A few noteworthy comments about normality:
1. Normality can have different meanings in different contexts, i.e. sampling distribution normality and model error distribution (e.g. in Regression and GLM). Be very careful which type of normality is applicable.
2. By definition, a dichotomy is not normally distributed, however, it is perfectly acceptable to use dichotomies for procedures requiring a normal distribution as long as the split is less than 90:10 or 10:90. Best is not to use dichotomies as dependents in procedures such as OLS Regression which assumes a normally distributed dependent variable.
3. For procedures with categorical independent variables (e.g. factors), the dependent variable should be normally distributed in each category of the independent variable(s)
4. In samples larger than about 30, the sampling distribution tend to be normal regardless of the population distribution.
5. In all but univariate procedures, normality most often refer to the error / residuals distribution, rather than to the actual sample (or population) distribution.
6. Some procedures (such the F-test in ANOVA) are quite robust even for moderate departures from multivariate normality assuming a kurtosis that is non-extreme (from -1 to +1), a sample size that is not too small (eg.‘<‘20), and fairly equal samples across the groups.
The assumption of normality is one of the most fundamental assumptions in statistical analysis as it is required by all procedures that are based on t- and F-tests. Fortunately, some tests such as t-tests and ANOVA are quite robust to a violation of the assumption of normality. While univariate statistical tests assume univariate normality, the multivariate tests assume both univariate and multivariate normality.
Why is it important
The t- and F-test statistics will be invalid if the assumption of normality is significantly violated. If data does not violate this assumption, then parametric tests can be employed.
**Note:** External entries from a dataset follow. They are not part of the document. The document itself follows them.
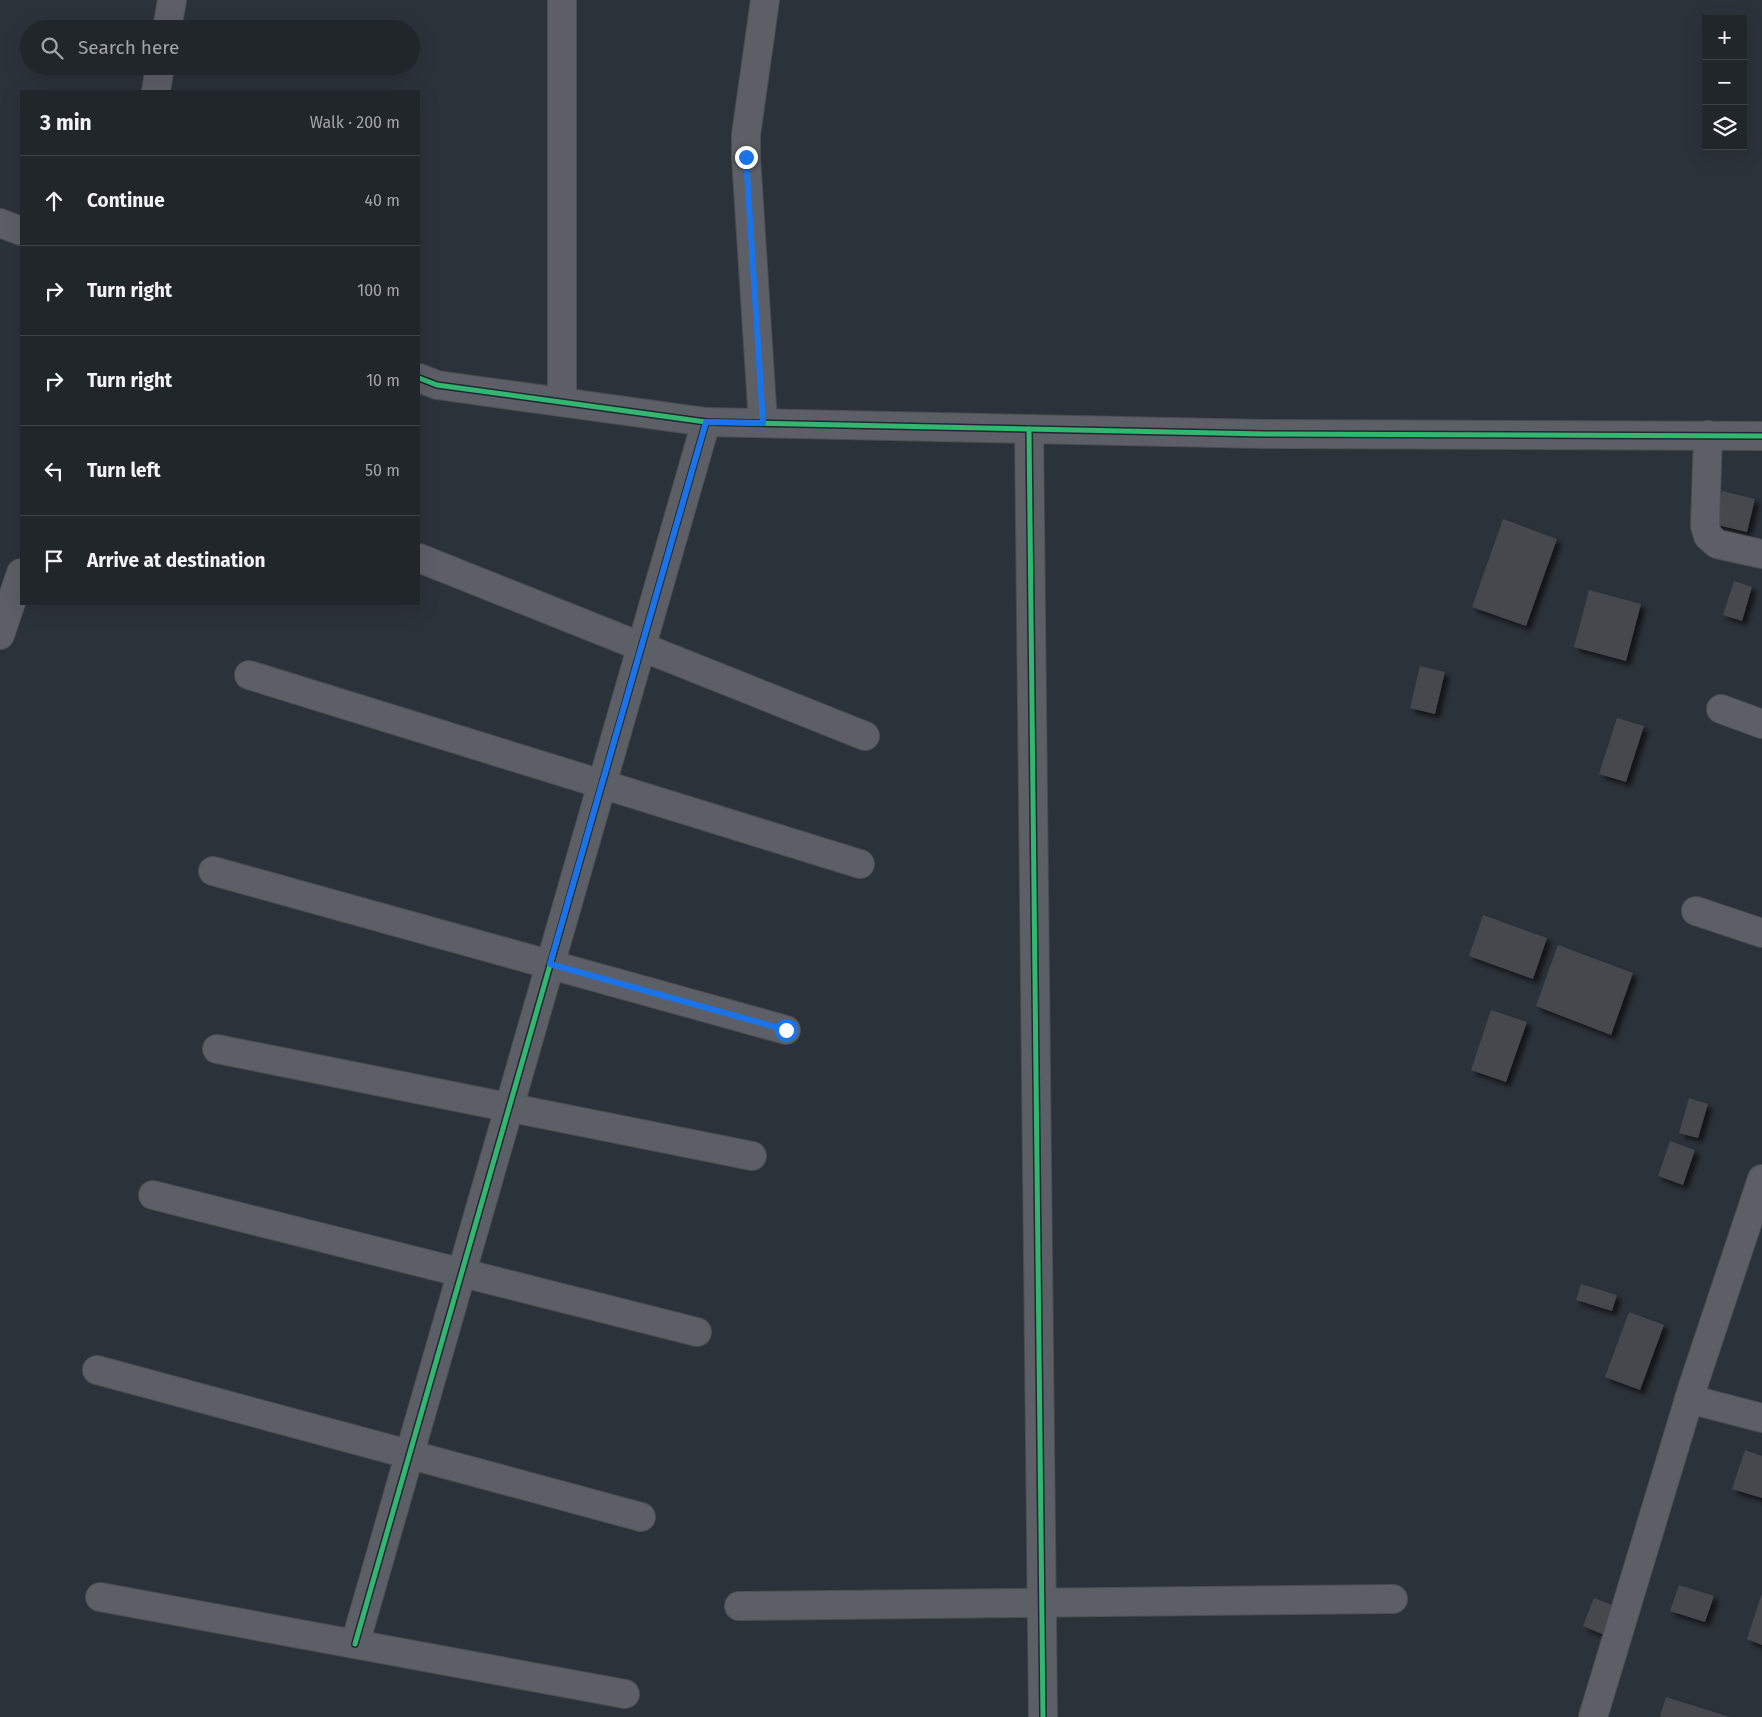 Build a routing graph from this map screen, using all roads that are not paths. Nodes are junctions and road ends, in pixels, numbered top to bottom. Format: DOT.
graph roads {
  1 [pos="172,0"];
  2 [pos="562,0"];
  3 [pos="765,0"];
  4 [pos="169,20"];
  5 [pos="159,75"];
  6 [pos="156,90"];
  7 [pos="0,223"];
  8 [pos="20,231"];
  9 [pos="420,378"];
  10 [pos="562,402"];
  11 [pos="706,422"];
  12 [pos="763,423"];
  13 [pos="1029,429"];
  14 [pos="1708,435"];
  15 [pos="1762,436"];
  16 [pos="1762,554"];
  17 [pos="420,558"];
  18 [pos="20,576"];
  19 [pos="0,635"];
  20 [pos="641,647"];
  21 [pos="249,675"];
  22 [pos="1721,709"];
  23 [pos="1762,724"];
  24 [pos="864,736"];
  25 [pos="602,784"];
  26 [pos="860,864"];
  27 [pos="213,871"];
  28 [pos="1696,911"];
  29 [pos="1762,933"];
  30 [pos="550,964"];
  31 [pos="786,1030"];
  32 [pos="217,1049"];
  33 [pos="509,1108"];
  34 [pos="752,1156"];
  35 [pos="1762,1179"];
  36 [pos="153,1195"];
  37 [pos="462,1272"];
  38 [pos="697,1332"];
  39 [pos="98,1370"];
  40 [pos="1689,1399"];
  41 [pos="1762,1418"];
  42 [pos="409,1454"];
  43 [pos="641,1517"];
  44 [pos="100,1597"];
  45 [pos="1393,1599"];
  46 [pos="1042,1603"];
  47 [pos="739,1606"];
  48 [pos="354,1644"];
  49 [pos="625,1694"];
  50 [pos="1043,1717"];
  51 [pos="1593,1717"];
  1 -- 4 [label="street"];
  2 -- 10 [label="street"];
  3 -- 12 [label="street"];
  5 -- 6 [label="street"];
  7 -- 8 [label="street"];
  9 -- 10 [label="street"];
  10 -- 11 [label="street"];
  11 -- 12 [label="street"];
  11 -- 20 [label="street"];
  12 -- 13 [label="street"];
  13 -- 14 [label="street"];
  13 -- 46 [label="street"];
  14 -- 15 [label="street"];
  14 -- 16 [label="street"];
  17 -- 20 [label="street"];
  18 -- 19 [label="street"];
  20 -- 24 [label="street"];
  20 -- 25 [label="street"];
  21 -- 25 [label="street"];
  22 -- 23 [label="street"];
  25 -- 26 [label="street"];
  25 -- 30 [label="street"];
  27 -- 30 [label="street"];
  28 -- 29 [label="street"];
  30 -- 31 [label="street"];
  30 -- 33 [label="street"];
  32 -- 33 [label="street"];
  33 -- 34 [label="street"];
  33 -- 37 [label="street"];
  35 -- 40 [label="street"];
  36 -- 37 [label="street"];
  37 -- 38 [label="street"];
  37 -- 42 [label="street"];
  39 -- 42 [label="street"];
  40 -- 41 [label="street"];
  40 -- 51 [label="street"];
  42 -- 43 [label="street"];
  42 -- 48 [label="street"];
  44 -- 48 [label="street"];
  45 -- 46 [label="street"];
  46 -- 47 [label="street"];
  46 -- 50 [label="street"];
  48 -- 49 [label="street"];
}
If violated, then non-paramettric tests are more suitable. The assumption is more critical with inferential statistics than with descriptive statistics.
How to test for Univariate Normality
We have several ways of detecting a deviation from univariate normality. Some are graphical, while others are statistical. Often the graphical plots of data is a quick and easy way of spotting significant violations from normality.
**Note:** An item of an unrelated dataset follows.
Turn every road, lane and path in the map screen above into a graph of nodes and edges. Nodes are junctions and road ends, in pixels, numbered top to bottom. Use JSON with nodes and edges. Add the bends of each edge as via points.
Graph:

- Boxplots should have fairly equal length whiskers with the mean-line through the middle of the box.
- Normality probability plots (PP/QQ) as well as PP/QQ detrended. Note that for univariate plots use raw data while for bivariate (e.g. Regression) and multivariate analysis, use error plots.
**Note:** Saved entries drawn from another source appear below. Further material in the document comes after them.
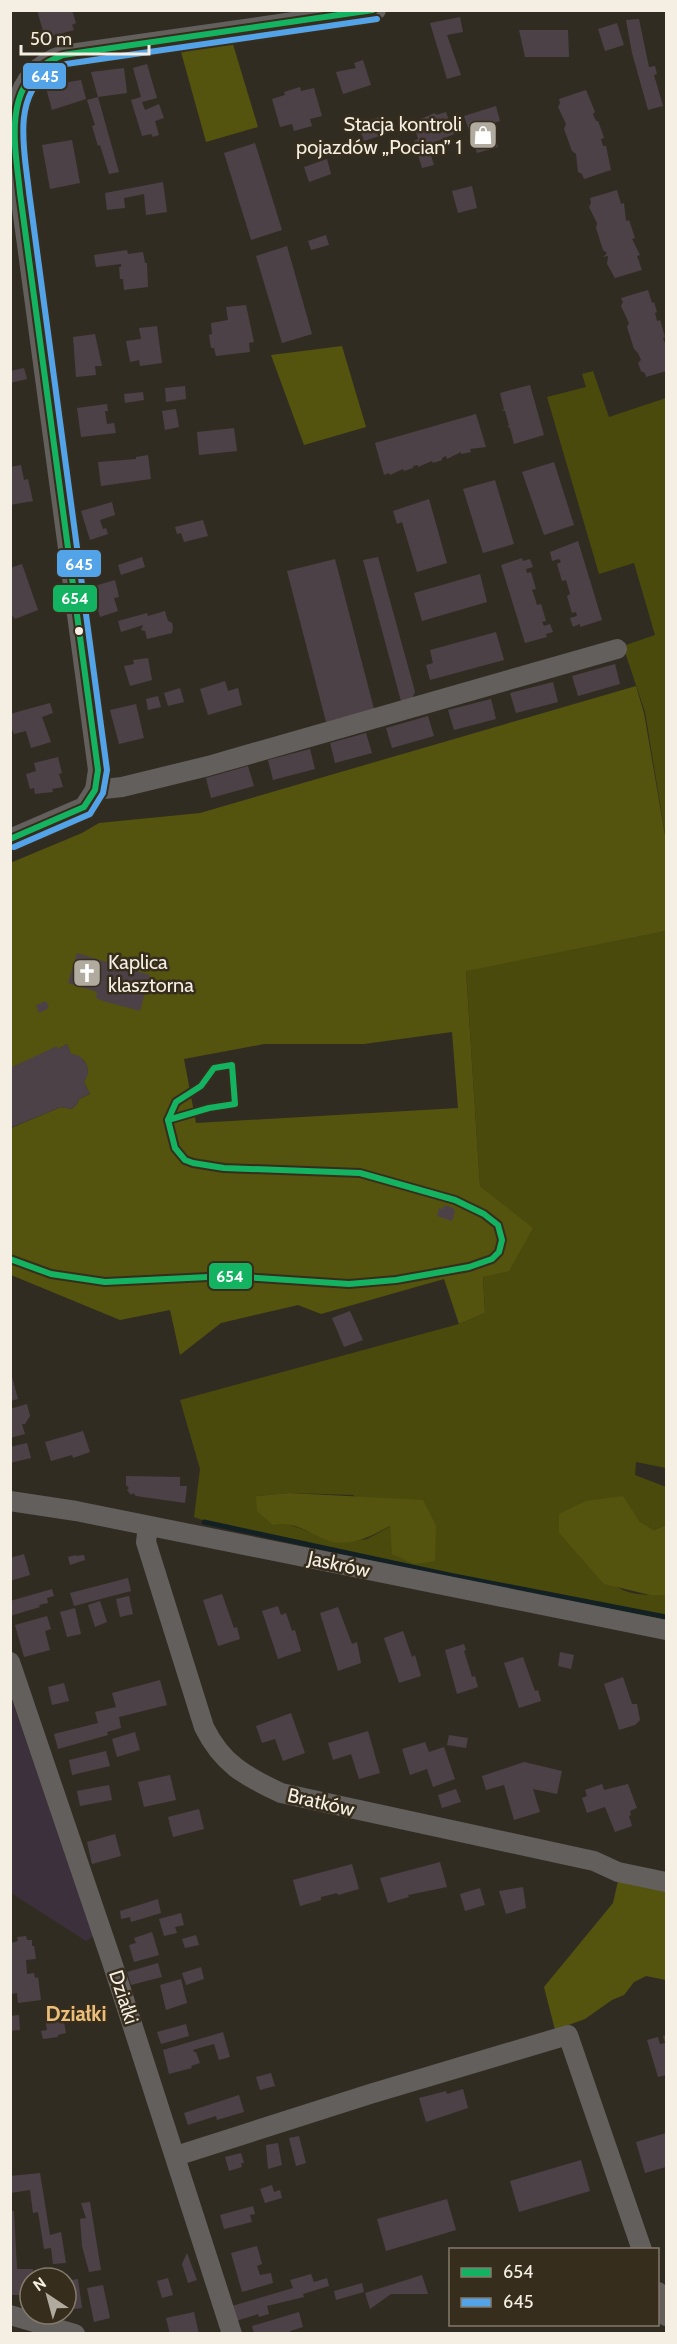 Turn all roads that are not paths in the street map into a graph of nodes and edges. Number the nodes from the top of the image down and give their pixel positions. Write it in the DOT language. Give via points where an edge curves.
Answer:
graph roads {
  1 [pos="376,10"];
  2 [pos="617,649"];
  3 [pos="95,790"];
  4 [pos="10,839"];
  5 [pos="10,1501"];
  6 [pos="148,1526"];
  7 [pos="666,1630"];
  8 [pos="10,1662"];
  9 [pos="666,1882"];
  10 [pos="176,2157"];
  11 [pos="641,2248"];
  12 [pos="659,2297"];
  13 [pos="10,2315"];
  14 [pos="666,2316"];
  15 [pos="75,2334"];
  16 [pos="232,2334"];
  1 -- 3 [label="street" via="63,55 41,66 16,96 12,113 20,193 98,770"];
  2 -- 3 [label="street" via="197,769"];
  3 -- 4 [label="street" via="84,807"];
  5 -- 6 [label="street, Jaskrów"];
  6 -- 7 [label="street, Jaskrów"];
  6 -- 9 [label="street, Bratków" via="146,1542 204,1727 229,1764 281,1794 594,1861 618,1872"];
  8 -- 10 [label="street, Działki"];
  10 -- 11 [label="street" via="568,2035"];
  10 -- 16 [label="street, Działki"];
  12 -- 14 [label="street"];
  13 -- 15 [label="street"];
}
- Kolmogorov-Smirnoff test and/or the Shapiro Wilke test should be non-significant (e.g. p‘>‘.05).
- Skewness measures should be close to zero but acceptable if ±1 but better if within ± 0.5.
- Kurtosis measures should be close to zero but acceptable if ±2 or even ±3 but better if within ± 0.5.
- Mean/Median/Mode should all be close to equal to indicate perfect normality.
Note that these normality assessments should be done by factor group where applicable, so either add the “factor group” as a grouping variable or use the “split file” option in your statistics program.
While the Kolmogorov-Smirnoff (K-S) goodness-of-fit test is a common test of normality, note that the larger the sample size (i.e. n‘>‘100) the more likely the K-S will be significant, meaning it indicates even a small deviation from normality as significant. With large sample sizes, it is recommended to rely more on graphical detection of univariate normality.
How to fix the problem
It is important to detect and remedy any significant violations of normality as non-normality often causes problems with a range of other data assumptions. Just as larger sample sizes increase the statistical power by reducing sampling error, larger samples also reduce the severity of non-normality. So, a first remedy would be to determine if the sample size is the leading cause of non-normality, and therefore increase the sample. Generally a sample less than 50 (or especially lower than 30) will have confounding effects on non-normality, while samples over 200 will have diminishing effects. The second best, though possibly a dangerous remedy, is data transformation which, dependent on the type of skewness and kurtosis, include procedures such as applying transformations via the square root, logarithms, inverse, etc.
Burdenski, Tom (2000), Evaluating Univariate, Bivariate, and Multivariate Normality Using Graphical and Statistical Procedures, Multiple Linear Regression Viewpoints, Vol. 26(2).